**How to complete this task**: Make an exact copy of the records, and keep the pictures out of it.
(Beginning of Information shown)
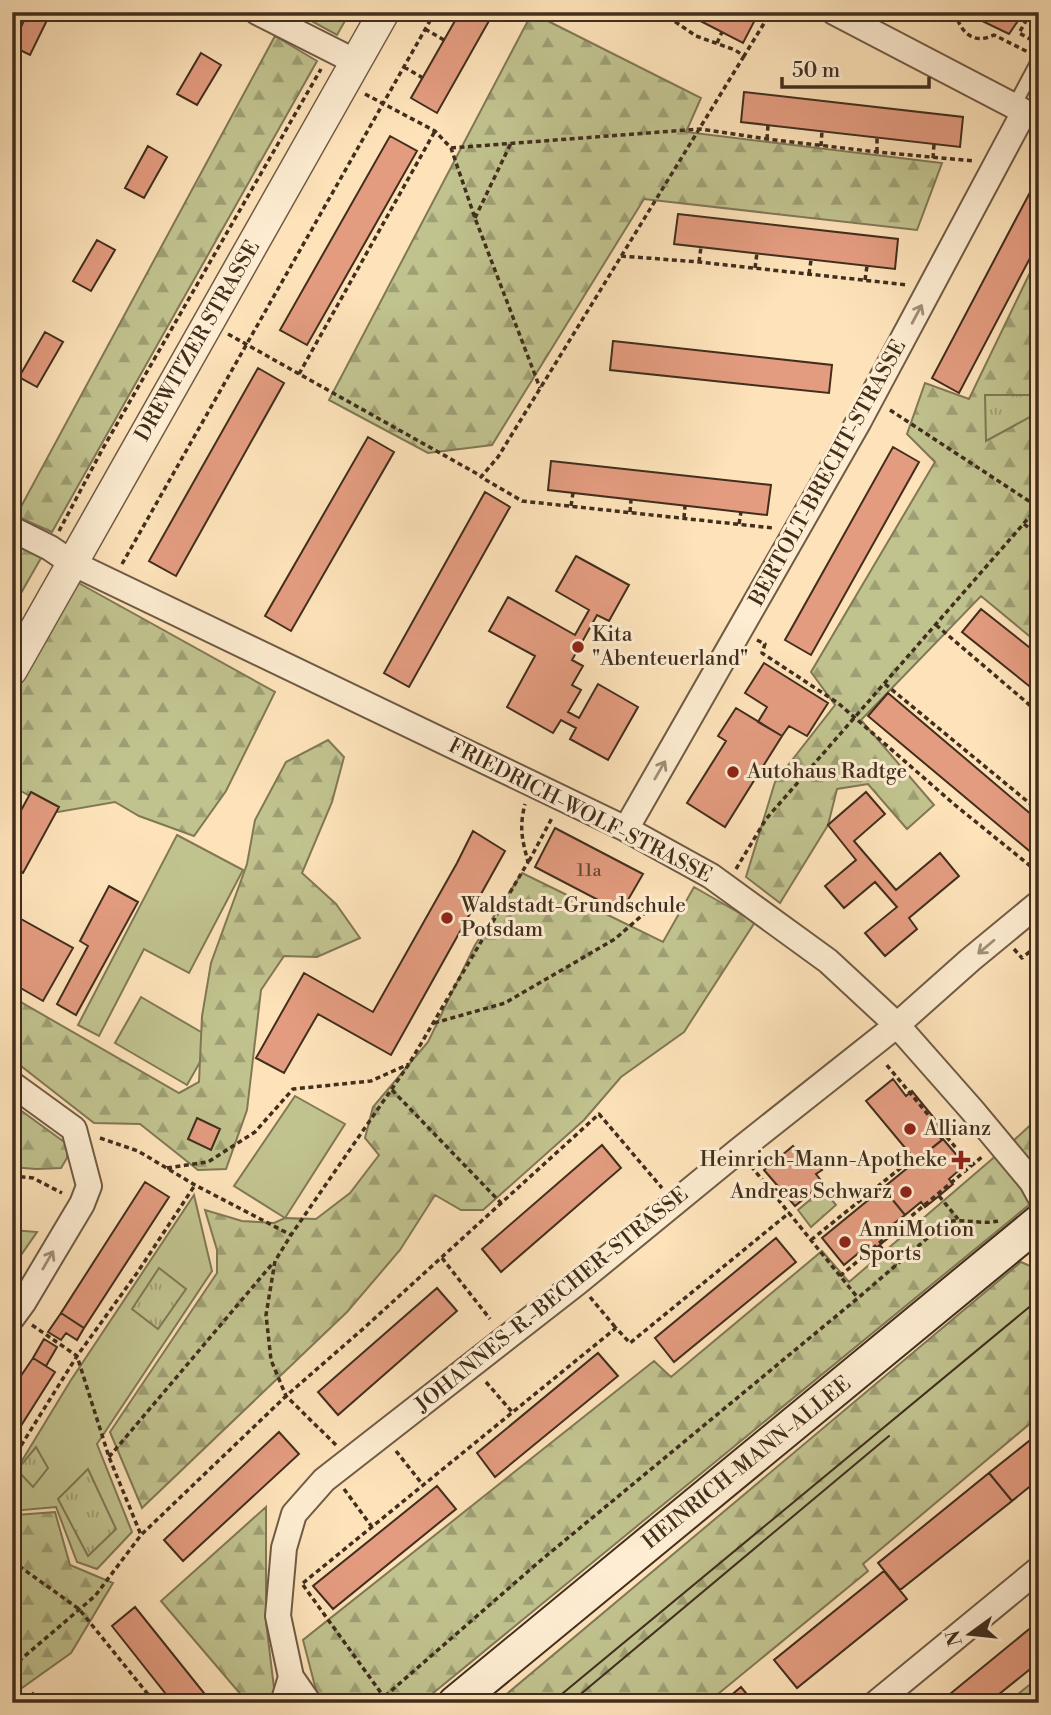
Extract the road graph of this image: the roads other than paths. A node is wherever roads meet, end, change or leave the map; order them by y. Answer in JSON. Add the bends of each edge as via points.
{"nodes":[{"id":1,"x":257,"y":12,"type":"edge"},
{"id":2,"x":384,"y":12,"type":"edge"},
{"id":3,"x":834,"y":12,"type":"edge"},
{"id":4,"x":1039,"y":58,"type":"edge"},
{"id":5,"x":344,"y":65,"type":"junction"},
{"id":6,"x":1026,"y":113,"type":"edge"},
{"id":7,"x":12,"y":529,"type":"edge"},
{"id":8,"x":61,"y":556,"type":"junction"},
{"id":9,"x":12,"y":670,"type":"edge"},
{"id":10,"x":625,"y":829,"type":"junction"},
{"id":11,"x":1039,"y":903,"type":"edge"},
{"id":12,"x":897,"y":1025,"type":"junction"},
{"id":13,"x":12,"y":1084,"type":"edge"},
{"id":14,"x":1039,"y":1195,"type":"edge"},
{"id":15,"x":1039,"y":1222,"type":"edge"},
{"id":16,"x":18,"y":1319,"type":"edge"},
{"id":17,"x":1039,"y":1569,"type":"edge"},
{"id":18,"x":291,"y":1677,"type":"junction"},
{"id":19,"x":283,"y":1703,"type":"edge"},
{"id":20,"x":309,"y":1703,"type":"edge"},
{"id":21,"x":455,"y":1703,"type":"edge"},
{"id":22,"x":876,"y":1703,"type":"edge"}],
"edges":[{"from":1,"to":5,"type":"street"},
{"from":2,"to":5,"type":"street","name":"DREWITZER STRASSE"},
{"from":3,"to":6,"type":"street"},
{"from":4,"to":6,"type":"lane"},
{"from":5,"to":8,"type":"street","name":"DREWITZER STRASSE","via":[[208,323]]},
{"from":10,"to":6,"type":"street","name":"BERTOLT-BRECHT-STRASSE","one_way":true,"via":[[872,398]]},
{"from":7,"to":8,"type":"street","name":"FRIEDRICH-WOLF-STRASSE"},
{"from":8,"to":9,"type":"street","name":"DREWITZER STRASSE"},
{"from":8,"to":10,"type":"street","name":"FRIEDRICH-WOLF-STRASSE"},
{"from":10,"to":12,"type":"street","name":"FRIEDRICH-WOLF-STRASSE","via":[[711,876],[828,961]]},
{"from":11,"to":12,"type":"street","name":"JOHANNES-R.-BECHER-STRASSE","one_way":true},
{"from":12,"to":14,"type":"street","name":"FRIEDRICH-WOLF-STRASSE"},
{"from":12,"to":18,"type":"street","name":"JOHANNES-R.-BECHER-STRASSE","via":[[324,1480],[294,1514],[284,1548],[278,1616]]},
{"from":16,"to":13,"type":"street","one_way":true,"via":[[89,1186],[74,1129]]},
{"from":15,"to":21,"type":"main road","name":"HEINRICH-MANN-ALLEE"},
{"from":17,"to":22,"type":"street"},
{"from":18,"to":19,"type":"street","name":"JOHANNES-R.-BECHER-STRASSE"},
{"from":18,"to":20,"type":"street","name":"JOHANNES-R.-BECHER-STRASSE"}]}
(End of Information shown)
**Output for this exercise**:
Extract the road graph of this image: the roads other than paths. A node is wherever roads meet, end, change or leave the map; order them by y. Answer in JSON. Add the bends of each edge as via points.
{"nodes":[{"id":1,"x":257,"y":12,"type":"edge"},
{"id":2,"x":384,"y":12,"type":"edge"},
{"id":3,"x":834,"y":12,"type":"edge"},
{"id":4,"x":1039,"y":58,"type":"edge"},
{"id":5,"x":344,"y":65,"type":"junction"},
{"id":6,"x":1026,"y":113,"type":"edge"},
{"id":7,"x":12,"y":529,"type":"edge"},
{"id":8,"x":61,"y":556,"type":"junction"},
{"id":9,"x":12,"y":670,"type":"edge"},
{"id":10,"x":625,"y":829,"type":"junction"},
{"id":11,"x":1039,"y":903,"type":"edge"},
{"id":12,"x":897,"y":1025,"type":"junction"},
{"id":13,"x":12,"y":1084,"type":"edge"},
{"id":14,"x":1039,"y":1195,"type":"edge"},
{"id":15,"x":1039,"y":1222,"type":"edge"},
{"id":16,"x":18,"y":1319,"type":"edge"},
{"id":17,"x":1039,"y":1569,"type":"edge"},
{"id":18,"x":291,"y":1677,"type":"junction"},
{"id":19,"x":283,"y":1703,"type":"edge"},
{"id":20,"x":309,"y":1703,"type":"edge"},
{"id":21,"x":455,"y":1703,"type":"edge"},
{"id":22,"x":876,"y":1703,"type":"edge"}],
"edges":[{"from":1,"to":5,"type":"street"},
{"from":2,"to":5,"type":"street","name":"DREWITZER STRASSE"},
{"from":3,"to":6,"type":"street"},
{"from":4,"to":6,"type":"lane"},
{"from":5,"to":8,"type":"street","name":"DREWITZER STRASSE","via":[[208,323]]},
{"from":10,"to":6,"type":"street","name":"BERTOLT-BRECHT-STRASSE","one_way":true,"via":[[872,398]]},
{"from":7,"to":8,"type":"street","name":"FRIEDRICH-WOLF-STRASSE"},
{"from":8,"to":9,"type":"street","name":"DREWITZER STRASSE"},
{"from":8,"to":10,"type":"street","name":"FRIEDRICH-WOLF-STRASSE"},
{"from":10,"to":12,"type":"street","name":"FRIEDRICH-WOLF-STRASSE","via":[[711,876],[828,961]]},
{"from":11,"to":12,"type":"street","name":"JOHANNES-R.-BECHER-STRASSE","one_way":true},
{"from":12,"to":14,"type":"street","name":"FRIEDRICH-WOLF-STRASSE"},
{"from":12,"to":18,"type":"street","name":"JOHANNES-R.-BECHER-STRASSE","via":[[324,1480],[294,1514],[284,1548],[278,1616]]},
{"from":16,"to":13,"type":"street","one_way":true,"via":[[89,1186],[74,1129]]},
{"from":15,"to":21,"type":"main road","name":"HEINRICH-MANN-ALLEE"},
{"from":17,"to":22,"type":"street"},
{"from":18,"to":19,"type":"street","name":"JOHANNES-R.-BECHER-STRASSE"},
{"from":18,"to":20,"type":"street","name":"JOHANNES-R.-BECHER-STRASSE"}]}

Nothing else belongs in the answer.